EKBIS.CO, JAKARTA -- Yayasan Lembaga Konsumen Indonesia (YLKI) menilai pemerintah masih kurang serius dalam penegakkan regulasi jaminan produk halal. Ketua YLKI, Tulus Abadi menyampaikan ini bisa dilihat dari kondisi sekarang.
"Kita lihat pemerintah kurang serius, lima tahun seharusnya cukup untuk transisi, ini harusnya disiapkan infrastrukturnya," katanya dalam diskusi Indonesia Halal Watch di Hotel Morrisey, Jakarta, Senin (6/1).
Kesiapan infrastruktur mulai dari fisik hingga material masih belum sempurna. Badan Penyelenggara Jaminan Produk Halal (BPJPH) sebagai pelaksana mandat UU JPH masih belum dipersenjatai dengan peralatan tempur yang lengkap.
Kantor BPJPH bahkan belum selesai dibangun. Belum lagi kesiapan sumber daya manusia di seluruh Indonesia untuk melayani pembuatan sertifikasi halal. Tulus menilai ketidaksiapan ini mengancam perlindungan konsumen.

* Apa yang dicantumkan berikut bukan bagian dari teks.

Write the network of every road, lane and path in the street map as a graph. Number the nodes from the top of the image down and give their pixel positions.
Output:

"Jika sudah diundangkan tapi di lapangan belum siap, itu jadi masalah baru dan kontraproduktif," katanya.
UU JPH diharapkan akan menjadi hukum positif yang tidak mengganggu keberlangsungan bisnis pelaku usaha dalam upaya pelaksanaannya. Sehingga tujuan sebenarnya yakni menguatkan industri halal Indonesia bisa terlaksana.

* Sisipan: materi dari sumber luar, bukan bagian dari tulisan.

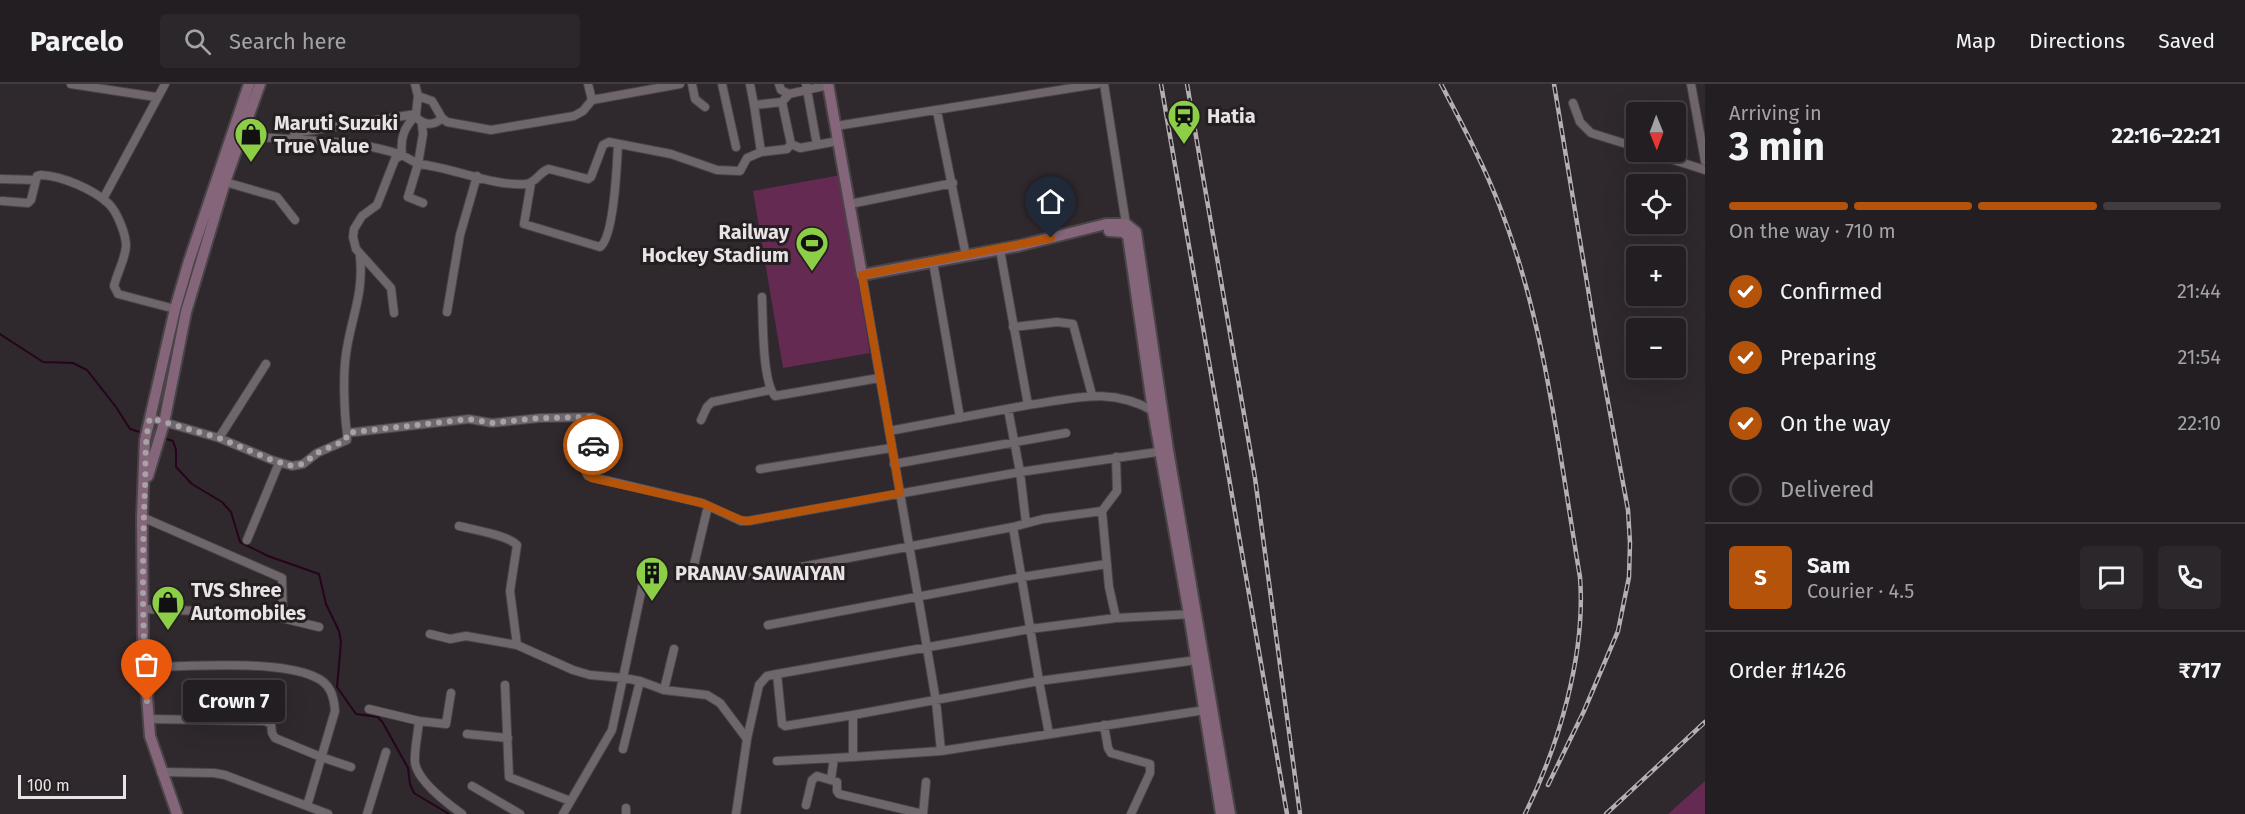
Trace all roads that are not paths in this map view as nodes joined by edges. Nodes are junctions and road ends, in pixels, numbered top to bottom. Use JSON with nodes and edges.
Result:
{"nodes":[{"id":1,"x":71,"y":84,"type":"edge"},
{"id":2,"x":165,"y":84,"type":"edge"},
{"id":3,"x":249,"y":84,"type":"edge"},
{"id":4,"x":260,"y":84,"type":"edge"},
{"id":5,"x":415,"y":84,"type":"edge"},
{"id":6,"x":588,"y":84,"type":"edge"},
{"id":7,"x":680,"y":84,"type":"edge"},
{"id":8,"x":692,"y":84,"type":"edge"},
{"id":9,"x":722,"y":84,"type":"edge"},
{"id":10,"x":750,"y":84,"type":"edge"},
{"id":11,"x":779,"y":84,"type":"edge"},
{"id":12,"x":1097,"y":84,"type":"edge"},
{"id":13,"x":1104,"y":84,"type":"edge"},
{"id":14,"x":1691,"y":84,"type":"edge"},
{"id":15,"x":657,"y":86,"type":"edge"},
{"id":16,"x":828,"y":86,"type":"edge"},
{"id":17,"x":807,"y":87,"type":"edge"},
{"id":18,"x":789,"y":94,"type":"junction"},
{"id":19,"x":418,"y":96,"type":"junction"},
{"id":20,"x":156,"y":98,"type":"junction"},
{"id":21,"x":592,"y":100,"type":"junction"},
{"id":22,"x":782,"y":102,"type":"junction"},
{"id":23,"x":1573,"y":103,"type":"dead end"},
{"id":24,"x":754,"y":105,"type":"junction"},
{"id":25,"x":705,"y":107,"type":"dead end"},
{"id":26,"x":937,"y":111,"type":"junction"},
{"id":27,"x":415,"y":115,"type":"junction"},
{"id":28,"x":442,"y":118,"type":"junction"},
{"id":29,"x":426,"y":124,"type":"junction"},
{"id":30,"x":836,"y":126,"type":"junction"},
{"id":31,"x":294,"y":133,"type":"dead end"},
{"id":32,"x":240,"y":135,"type":"junction"},
{"id":33,"x":838,"y":141,"type":"junction"},
{"id":34,"x":618,"y":144,"type":"junction"},
{"id":35,"x":790,"y":144,"type":"junction"},
{"id":36,"x":1626,"y":144,"type":"edge"},
{"id":37,"x":818,"y":145,"type":"junction"},
{"id":38,"x":736,"y":147,"type":"dead end"},
{"id":39,"x":761,"y":152,"type":"junction"},
{"id":40,"x":402,"y":155,"type":"junction"},
{"id":41,"x":1705,"y":161,"type":"edge"},
{"id":42,"x":1680,"y":162,"type":"edge"},
{"id":43,"x":418,"y":164,"type":"junction"},
{"id":44,"x":1705,"y":170,"type":"edge"},
{"id":45,"x":477,"y":176,"type":"junction"},
{"id":46,"x":0,"y":179,"type":"edge"},
{"id":47,"x":35,"y":180,"type":"junction"},
{"id":48,"x":225,"y":182,"type":"junction"},
{"id":49,"x":531,"y":183,"type":"junction"},
{"id":50,"x":953,"y":183,"type":"junction"},
{"id":51,"x":103,"y":199,"type":"junction"},
{"id":52,"x":2,"y":201,"type":"dead end"},
{"id":53,"x":423,"y":203,"type":"dead end"},
{"id":54,"x":850,"y":204,"type":"junction"},
{"id":55,"x":295,"y":220,"type":"dead end"},
{"id":56,"x":1126,"y":224,"type":"junction"},
{"id":57,"x":1091,"y":230,"type":"junction"},
{"id":58,"x":1000,"y":250,"type":"junction"},
{"id":59,"x":360,"y":255,"type":"junction"},
{"id":60,"x":966,"y":256,"type":"junction"},
{"id":61,"x":933,"y":262,"type":"junction"},
{"id":62,"x":862,"y":275,"type":"junction"},
{"id":63,"x":762,"y":297,"type":"dead end"},
{"id":64,"x":175,"y":309,"type":"junction"},
{"id":65,"x":447,"y":312,"type":"dead end"},
{"id":66,"x":394,"y":313,"type":"dead end"},
{"id":67,"x":1013,"y":327,"type":"junction"},
{"id":68,"x":266,"y":364,"type":"dead end"},
{"id":69,"x":879,"y":378,"type":"junction"},
{"id":70,"x":770,"y":390,"type":"junction"},
{"id":71,"x":1092,"y":395,"type":"junction"},
{"id":72,"x":1028,"y":405,"type":"junction"},
{"id":73,"x":1008,"y":409,"type":"junction"},
{"id":74,"x":1153,"y":411,"type":"junction"},
{"id":75,"x":960,"y":418,"type":"junction"},
{"id":76,"x":150,"y":419,"type":"junction"},
{"id":77,"x":701,"y":420,"type":"dead end"},
{"id":78,"x":163,"y":426,"type":"junction"},
{"id":79,"x":889,"y":430,"type":"junction"},
{"id":80,"x":347,"y":433,"type":"junction"},
{"id":81,"x":1066,"y":433,"type":"dead end"},
{"id":82,"x":219,"y":438,"type":"junction"},
{"id":83,"x":1014,"y":442,"type":"junction"},
{"id":84,"x":891,"y":448,"type":"junction"},
{"id":85,"x":1164,"y":451,"type":"junction"},
{"id":86,"x":1116,"y":457,"type":"junction"},
{"id":87,"x":279,"y":463,"type":"junction"},
{"id":88,"x":894,"y":464,"type":"junction"},
{"id":89,"x":760,"y":469,"type":"dead end"},
{"id":90,"x":1020,"y":472,"type":"junction"},
{"id":91,"x":145,"y":488,"type":"junction"},
{"id":92,"x":900,"y":493,"type":"junction"},
{"id":93,"x":708,"y":506,"type":"junction"},
{"id":94,"x":1102,"y":510,"type":"junction"},
{"id":95,"x":142,"y":517,"type":"junction"},
{"id":96,"x":1026,"y":523,"type":"junction"},
{"id":97,"x":459,"y":526,"type":"dead end"},
{"id":98,"x":1013,"y":527,"type":"junction"},
{"id":99,"x":247,"y":540,"type":"dead end"},
{"id":100,"x":910,"y":545,"type":"junction"},
{"id":101,"x":1107,"y":564,"type":"junction"},
{"id":102,"x":693,"y":569,"type":"dead end"},
{"id":103,"x":753,"y":576,"type":"dead end"},
{"id":104,"x":1022,"y":577,"type":"junction"},
{"id":105,"x":643,"y":583,"type":"dead end"},
{"id":106,"x":918,"y":596,"type":"junction"},
{"id":107,"x":142,"y":609,"type":"junction"},
{"id":108,"x":1193,"y":614,"type":"junction"},
{"id":109,"x":283,"y":618,"type":"junction"},
{"id":110,"x":1116,"y":618,"type":"junction"},
{"id":111,"x":768,"y":625,"type":"dead end"},
{"id":112,"x":319,"y":627,"type":"dead end"},
{"id":113,"x":1030,"y":629,"type":"junction"},
{"id":114,"x":430,"y":634,"type":"dead end"},
{"id":115,"x":516,"y":645,"type":"junction"},
{"id":116,"x":926,"y":648,"type":"junction"},
{"id":117,"x":674,"y":649,"type":"dead end"},
{"id":118,"x":1197,"y":660,"type":"junction"},
{"id":119,"x":144,"y":667,"type":"junction"},
{"id":120,"x":777,"y":675,"type":"junction"},
{"id":121,"x":624,"y":678,"type":"junction"},
{"id":122,"x":640,"y":681,"type":"junction"},
{"id":123,"x":1040,"y":681,"type":"junction"},
{"id":124,"x":505,"y":685,"type":"dead end"},
{"id":125,"x":664,"y":690,"type":"junction"},
{"id":126,"x":451,"y":693,"type":"dead end"},
{"id":127,"x":936,"y":701,"type":"junction"},
{"id":128,"x":369,"y":710,"type":"dead end"},
{"id":129,"x":1205,"y":710,"type":"junction"},
{"id":130,"x":853,"y":715,"type":"junction"},
{"id":131,"x":148,"y":719,"type":"junction"},
{"id":132,"x":419,"y":721,"type":"junction"},
{"id":133,"x":1104,"y":725,"type":"junction"},
{"id":134,"x":467,"y":734,"type":"dead end"},
{"id":135,"x":1049,"y":734,"type":"junction"},
{"id":136,"x":507,"y":738,"type":"junction"},
{"id":137,"x":747,"y":739,"type":"junction"},
{"id":138,"x":623,"y":749,"type":"dead end"},
{"id":139,"x":941,"y":751,"type":"junction"},
{"id":140,"x":386,"y":752,"type":"dead end"},
{"id":141,"x":321,"y":757,"type":"junction"},
{"id":142,"x":834,"y":758,"type":"junction"},
{"id":143,"x":853,"y":758,"type":"junction"},
{"id":144,"x":777,"y":761,"type":"dead end"},
{"id":145,"x":351,"y":767,"type":"dead end"},
{"id":146,"x":161,"y":772,"type":"junction"},
{"id":147,"x":831,"y":779,"type":"junction"},
{"id":148,"x":926,"y":782,"type":"dead end"},
{"id":149,"x":472,"y":786,"type":"dead end"},
{"id":150,"x":570,"y":801,"type":"junction"},
{"id":151,"x":806,"y":805,"type":"dead end"},
{"id":152,"x":307,"y":806,"type":"junction"},
{"id":153,"x":888,"y":810,"type":"edge"},
{"id":154,"x":177,"y":814,"type":"edge"},
{"id":155,"x":328,"y":814,"type":"edge"},
{"id":156,"x":367,"y":814,"type":"edge"},
{"id":157,"x":462,"y":814,"type":"edge"},
{"id":158,"x":520,"y":814,"type":"edge"},
{"id":159,"x":563,"y":814,"type":"edge"},
{"id":160,"x":736,"y":814,"type":"edge"},
{"id":161,"x":923,"y":814,"type":"edge"},
{"id":162,"x":1131,"y":814,"type":"edge"},
{"id":163,"x":1221,"y":814,"type":"edge"},
{"id":164,"x":1230,"y":814,"type":"edge"}],
"edges":[{"from":1,"to":20,"type":"street"},
{"from":2,"to":20,"type":"street"},
{"from":3,"to":64,"type":"street"},
{"from":4,"to":32,"type":"street"},
{"from":5,"to":19,"type":"street"},
{"from":6,"to":21,"type":"street"},
{"from":7,"to":15,"type":"street"},
{"from":8,"to":25,"type":"street"},
{"from":9,"to":38,"type":"street"},
{"from":10,"to":24,"type":"street"},
{"from":11,"to":18,"type":"street"},
{"from":12,"to":26,"type":"street"},
{"from":13,"to":56,"type":"street"},
{"from":14,"to":41,"type":"street"},
{"from":15,"to":21,"type":"street"},
{"from":16,"to":17,"type":"street"},
{"from":16,"to":30,"type":"street"},
{"from":17,"to":18,"type":"street"},
{"from":17,"to":37,"type":"street"},
{"from":18,"to":22,"type":"street"},
{"from":19,"to":27,"type":"street"},
{"from":19,"to":28,"type":"street"},
{"from":20,"to":51,"type":"street"},
{"from":21,"to":28,"type":"street"},
{"from":22,"to":24,"type":"street"},
{"from":22,"to":35,"type":"street"},
{"from":23,"to":36,"type":"street"},
{"from":24,"to":39,"type":"street"},
{"from":26,"to":30,"type":"street"},
{"from":26,"to":50,"type":"street"},
{"from":27,"to":29,"type":"street"},
{"from":27,"to":31,"type":"street"},
{"from":27,"to":40,"type":"street"},
{"from":28,"to":29,"type":"street"},
{"from":29,"to":43,"type":"street"},
{"from":30,"to":33,"type":"street"},
{"from":32,"to":40,"type":"street"},
{"from":32,"to":48,"type":"street"},
{"from":33,"to":37,"type":"street"},
{"from":33,"to":54,"type":"street"},
{"from":34,"to":39,"type":"street"},
{"from":34,"to":49,"type":"street"},
{"from":34,"to":49,"type":"street"},
{"from":35,"to":37,"type":"street"},
{"from":35,"to":39,"type":"street"},
{"from":40,"to":43,"type":"street"},
{"from":40,"to":59,"type":"street"},
{"from":42,"to":44,"type":"street"},
{"from":43,"to":45,"type":"street"},
{"from":43,"to":53,"type":"street"},
{"from":45,"to":49,"type":"street"},
{"from":45,"to":65,"type":"street"},
{"from":46,"to":47,"type":"street"},
{"from":47,"to":51,"type":"street"},
{"from":47,"to":52,"type":"street"},
{"from":48,"to":55,"type":"street"},
{"from":48,"to":78,"type":"street"},
{"from":50,"to":54,"type":"street"},
{"from":50,"to":60,"type":"street"},
{"from":51,"to":64,"type":"street"},
{"from":54,"to":62,"type":"street"},
{"from":56,"to":57,"type":"street"},
{"from":56,"to":85,"type":"street"},
{"from":57,"to":58,"type":"street"},
{"from":57,"to":74,"type":"street"},
{"from":58,"to":60,"type":"street"},
{"from":58,"to":67,"type":"street"},
{"from":59,"to":66,"type":"street"},
{"from":59,"to":80,"type":"street"},
{"from":60,"to":61,"type":"street"},
{"from":61,"to":62,"type":"street"},
{"from":61,"to":75,"type":"street"},
{"from":62,"to":69,"type":"street"},
{"from":63,"to":70,"type":"street"},
{"from":64,"to":76,"type":"street"},
{"from":67,"to":71,"type":"street"},
{"from":67,"to":72,"type":"street"},
{"from":68,"to":82,"type":"street"},
{"from":69,"to":70,"type":"street"},
{"from":69,"to":79,"type":"street"},
{"from":70,"to":77,"type":"street"},
{"from":71,"to":72,"type":"street"},
{"from":71,"to":74,"type":"street"},
{"from":72,"to":73,"type":"street"},
{"from":73,"to":75,"type":"street"},
{"from":73,"to":83,"type":"street"},
{"from":74,"to":85,"type":"street"},
{"from":75,"to":79,"type":"street"},
{"from":76,"to":78,"type":"street"},
{"from":76,"to":91,"type":"street"},
{"from":78,"to":82,"type":"street"},
{"from":78,"to":91,"type":"street"},
{"from":79,"to":84,"type":"street"},
{"from":80,"to":87,"type":"street"},
{"from":80,"to":93,"type":"street"},
{"from":81,"to":83,"type":"street"},
{"from":82,"to":87,"type":"street"},
{"from":83,"to":88,"type":"street"},
{"from":83,"to":90,"type":"street"},
{"from":84,"to":88,"type":"street"},
{"from":84,"to":89,"type":"street"},
{"from":85,"to":86,"type":"street"},
{"from":85,"to":108,"type":"street"},
{"from":86,"to":90,"type":"street"},
{"from":86,"to":94,"type":"street"},
{"from":87,"to":99,"type":"street"},
{"from":88,"to":92,"type":"street"},
{"from":90,"to":92,"type":"street"},
{"from":90,"to":96,"type":"street"},
{"from":91,"to":95,"type":"street"},
{"from":92,"to":93,"type":"street"},
{"from":92,"to":100,"type":"street"},
{"from":93,"to":102,"type":"street"},
{"from":94,"to":96,"type":"street"},
{"from":94,"to":101,"type":"street"},
{"from":95,"to":107,"type":"street"},
{"from":95,"to":109,"type":"street"},
{"from":96,"to":98,"type":"street"},
{"from":97,"to":115,"type":"street"},
{"from":98,"to":100,"type":"street"},
{"from":98,"to":104,"type":"street"},
{"from":100,"to":103,"type":"street"},
{"from":100,"to":106,"type":"street"},
{"from":101,"to":104,"type":"street"},
{"from":101,"to":110,"type":"street"},
{"from":104,"to":106,"type":"street"},
{"from":104,"to":113,"type":"street"},
{"from":105,"to":121,"type":"street"},
{"from":106,"to":111,"type":"street"},
{"from":106,"to":116,"type":"street"},
{"from":107,"to":109,"type":"street"},
{"from":107,"to":119,"type":"street"},
{"from":108,"to":110,"type":"street"},
{"from":108,"to":118,"type":"street"},
{"from":108,"to":164,"type":"street"},
{"from":109,"to":112,"type":"street"},
{"from":110,"to":113,"type":"street"},
{"from":113,"to":116,"type":"street"},
{"from":113,"to":123,"type":"street"},
{"from":114,"to":115,"type":"street"},
{"from":115,"to":121,"type":"street"},
{"from":116,"to":120,"type":"street"},
{"from":116,"to":127,"type":"street"},
{"from":117,"to":125,"type":"street"},
{"from":118,"to":123,"type":"street"},
{"from":118,"to":129,"type":"street"},
{"from":119,"to":131,"type":"street"},
{"from":119,"to":141,"type":"street"},
{"from":120,"to":130,"type":"street"},
{"from":120,"to":137,"type":"street"},
{"from":121,"to":122,"type":"street"},
{"from":121,"to":150,"type":"street"},
{"from":122,"to":125,"type":"street"},
{"from":122,"to":138,"type":"street"},
{"from":123,"to":127,"type":"street"},
{"from":123,"to":135,"type":"street"},
{"from":124,"to":136,"type":"street"},
{"from":125,"to":137,"type":"street"},
{"from":126,"to":132,"type":"street"},
{"from":127,"to":130,"type":"street"},
{"from":127,"to":139,"type":"street"},
{"from":128,"to":132,"type":"street"},
{"from":129,"to":133,"type":"street"},
{"from":129,"to":163,"type":"street"},
{"from":130,"to":143,"type":"street"},
{"from":131,"to":141,"type":"street"},
{"from":131,"to":146,"type":"street"},
{"from":132,"to":157,"type":"street"},
{"from":133,"to":135,"type":"street"},
{"from":133,"to":162,"type":"street"},
{"from":134,"to":136,"type":"street"},
{"from":135,"to":139,"type":"street"},
{"from":136,"to":150,"type":"street"},
{"from":137,"to":160,"type":"street"},
{"from":139,"to":143,"type":"street"},
{"from":140,"to":156,"type":"street"},
{"from":141,"to":145,"type":"street"},
{"from":141,"to":152,"type":"street"},
{"from":142,"to":143,"type":"street"},
{"from":142,"to":144,"type":"street"},
{"from":142,"to":147,"type":"street"},
{"from":146,"to":152,"type":"street"},
{"from":146,"to":154,"type":"street"},
{"from":147,"to":151,"type":"street"},
{"from":147,"to":153,"type":"street"},
{"from":148,"to":161,"type":"street"},
{"from":149,"to":158,"type":"street"},
{"from":150,"to":159,"type":"street"},
{"from":152,"to":155,"type":"street"},
{"from":153,"to":161,"type":"street"}]}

Apalagi saat ini permintaan sertifikasi halal semakin meningkat, tidak hanya dari produk dalam negeri tapi juga negeri. Ia mengklaim permintaan sertifikasi halal dari produk Cina meningkat hingga 90 persen.

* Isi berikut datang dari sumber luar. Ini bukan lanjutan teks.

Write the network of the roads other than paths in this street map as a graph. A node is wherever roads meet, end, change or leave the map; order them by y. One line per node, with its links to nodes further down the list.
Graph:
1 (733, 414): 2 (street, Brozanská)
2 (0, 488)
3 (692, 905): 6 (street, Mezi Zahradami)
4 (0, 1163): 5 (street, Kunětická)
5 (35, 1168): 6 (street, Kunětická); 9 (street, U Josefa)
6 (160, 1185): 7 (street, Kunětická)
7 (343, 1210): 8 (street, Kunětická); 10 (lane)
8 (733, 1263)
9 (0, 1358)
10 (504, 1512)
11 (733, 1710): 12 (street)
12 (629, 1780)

Maka dari itu kesiapan semua stakeholder terutama pemerintah, dalam hal ini BPJPH sangat mendesak. Staf Ahli Wakil Presiden Indonesia, Lukmanul Hakim menegaskan bahwa UU JPH bukan tentang mengakuisisi tugas dari lembaga sertifikasi yang sudah ada yakni LPPOM MUI oleh BPJPH.
"Intinya sama, yang melakukan sertifikasi tetap LPPOM MUI, pemerintah atau BPJPH hanya melakukan tugas pencatatan administrasi, di awal dan akhir," katanya.
BPJPH akan menerima permintaan sertifikasi halal dan melimpahkan tugas untuk mensertifikasi pada LPPOM MUI. Kemudian, LPPOM MUI menyerahkan kembali hasilnya pada BPJPH untuk kemudian disampaikan pada pelaku usaha.